= Information provided =
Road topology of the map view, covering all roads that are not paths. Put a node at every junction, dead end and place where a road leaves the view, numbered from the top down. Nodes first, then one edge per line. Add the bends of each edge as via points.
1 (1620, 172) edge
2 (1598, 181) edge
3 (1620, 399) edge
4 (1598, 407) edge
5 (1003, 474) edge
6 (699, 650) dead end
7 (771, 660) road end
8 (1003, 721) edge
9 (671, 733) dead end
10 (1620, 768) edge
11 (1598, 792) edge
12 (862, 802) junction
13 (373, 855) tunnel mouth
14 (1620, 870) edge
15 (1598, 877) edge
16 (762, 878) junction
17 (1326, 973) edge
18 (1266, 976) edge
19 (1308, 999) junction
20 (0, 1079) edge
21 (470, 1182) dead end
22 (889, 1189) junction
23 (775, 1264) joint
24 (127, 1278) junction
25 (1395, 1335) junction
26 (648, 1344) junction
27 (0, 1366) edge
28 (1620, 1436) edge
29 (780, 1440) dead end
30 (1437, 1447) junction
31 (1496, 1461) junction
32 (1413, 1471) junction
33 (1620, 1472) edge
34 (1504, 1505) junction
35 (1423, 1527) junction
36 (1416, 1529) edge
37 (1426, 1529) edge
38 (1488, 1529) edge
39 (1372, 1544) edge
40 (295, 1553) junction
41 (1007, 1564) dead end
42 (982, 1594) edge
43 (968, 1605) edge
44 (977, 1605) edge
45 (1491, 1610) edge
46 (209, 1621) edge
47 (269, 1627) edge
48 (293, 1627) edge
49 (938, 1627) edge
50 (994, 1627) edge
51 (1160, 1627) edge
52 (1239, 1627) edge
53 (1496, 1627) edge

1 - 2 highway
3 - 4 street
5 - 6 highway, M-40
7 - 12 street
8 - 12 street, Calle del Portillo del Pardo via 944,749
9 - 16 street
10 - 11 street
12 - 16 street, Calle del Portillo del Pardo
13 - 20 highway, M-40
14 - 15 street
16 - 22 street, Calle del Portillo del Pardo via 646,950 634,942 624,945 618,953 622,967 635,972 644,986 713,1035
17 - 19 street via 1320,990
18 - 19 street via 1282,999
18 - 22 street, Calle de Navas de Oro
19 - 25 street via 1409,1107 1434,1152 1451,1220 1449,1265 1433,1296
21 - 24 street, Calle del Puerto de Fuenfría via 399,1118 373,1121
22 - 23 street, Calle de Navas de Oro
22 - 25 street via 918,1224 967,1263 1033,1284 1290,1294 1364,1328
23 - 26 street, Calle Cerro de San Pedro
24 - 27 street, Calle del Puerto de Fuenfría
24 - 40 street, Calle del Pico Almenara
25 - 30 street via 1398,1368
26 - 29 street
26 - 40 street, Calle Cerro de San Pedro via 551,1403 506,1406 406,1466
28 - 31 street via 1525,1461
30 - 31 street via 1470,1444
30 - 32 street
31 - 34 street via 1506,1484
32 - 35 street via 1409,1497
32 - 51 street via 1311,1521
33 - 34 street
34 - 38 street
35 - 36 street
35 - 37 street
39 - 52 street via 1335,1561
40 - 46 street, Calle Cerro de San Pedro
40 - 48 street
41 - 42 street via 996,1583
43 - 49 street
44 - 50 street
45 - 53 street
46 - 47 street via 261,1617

= Assignment =
The listing above should be transcribed in full, exactly as written.

= Written response =
Road topology of the map view, covering all roads that are not paths. Put a node at every junction, dead end and place where a road leaves the view, numbered from the top down. Nodes first, then one edge per line. Add the bends of each edge as via points.
1 (1620, 172) edge
2 (1598, 181) edge
3 (1620, 399) edge
4 (1598, 407) edge
5 (1003, 474) edge
6 (699, 650) dead end
7 (771, 660) road end
8 (1003, 721) edge
9 (671, 733) dead end
10 (1620, 768) edge
11 (1598, 792) edge
12 (862, 802) junction
13 (373, 855) tunnel mouth
14 (1620, 870) edge
15 (1598, 877) edge
16 (762, 878) junction
17 (1326, 973) edge
18 (1266, 976) edge
19 (1308, 999) junction
20 (0, 1079) edge
21 (470, 1182) dead end
22 (889, 1189) junction
23 (775, 1264) joint
24 (127, 1278) junction
25 (1395, 1335) junction
26 (648, 1344) junction
27 (0, 1366) edge
28 (1620, 1436) edge
29 (780, 1440) dead end
30 (1437, 1447) junction
31 (1496, 1461) junction
32 (1413, 1471) junction
33 (1620, 1472) edge
34 (1504, 1505) junction
35 (1423, 1527) junction
36 (1416, 1529) edge
37 (1426, 1529) edge
38 (1488, 1529) edge
39 (1372, 1544) edge
40 (295, 1553) junction
41 (1007, 1564) dead end
42 (982, 1594) edge
43 (968, 1605) edge
44 (977, 1605) edge
45 (1491, 1610) edge
46 (209, 1621) edge
47 (269, 1627) edge
48 (293, 1627) edge
49 (938, 1627) edge
50 (994, 1627) edge
51 (1160, 1627) edge
52 (1239, 1627) edge
53 (1496, 1627) edge

1 - 2 highway
3 - 4 street
5 - 6 highway, M-40
7 - 12 street
8 - 12 street, Calle del Portillo del Pardo via 944,749
9 - 16 street
10 - 11 street
12 - 16 street, Calle del Portillo del Pardo
13 - 20 highway, M-40
14 - 15 street
16 - 22 street, Calle del Portillo del Pardo via 646,950 634,942 624,945 618,953 622,967 635,972 644,986 713,1035
17 - 19 street via 1320,990
18 - 19 street via 1282,999
18 - 22 street, Calle de Navas de Oro
19 - 25 street via 1409,1107 1434,1152 1451,1220 1449,1265 1433,1296
21 - 24 street, Calle del Puerto de Fuenfría via 399,1118 373,1121
22 - 23 street, Calle de Navas de Oro
22 - 25 street via 918,1224 967,1263 1033,1284 1290,1294 1364,1328
23 - 26 street, Calle Cerro de San Pedro
24 - 27 street, Calle del Puerto de Fuenfría
24 - 40 street, Calle del Pico Almenara
25 - 30 street via 1398,1368
26 - 29 street
26 - 40 street, Calle Cerro de San Pedro via 551,1403 506,1406 406,1466
28 - 31 street via 1525,1461
30 - 31 street via 1470,1444
30 - 32 street
31 - 34 street via 1506,1484
32 - 35 street via 1409,1497
32 - 51 street via 1311,1521
33 - 34 street
34 - 38 street
35 - 36 street
35 - 37 street
39 - 52 street via 1335,1561
40 - 46 street, Calle Cerro de San Pedro
40 - 48 street
41 - 42 street via 996,1583
43 - 49 street
44 - 50 street
45 - 53 street
46 - 47 street via 261,1617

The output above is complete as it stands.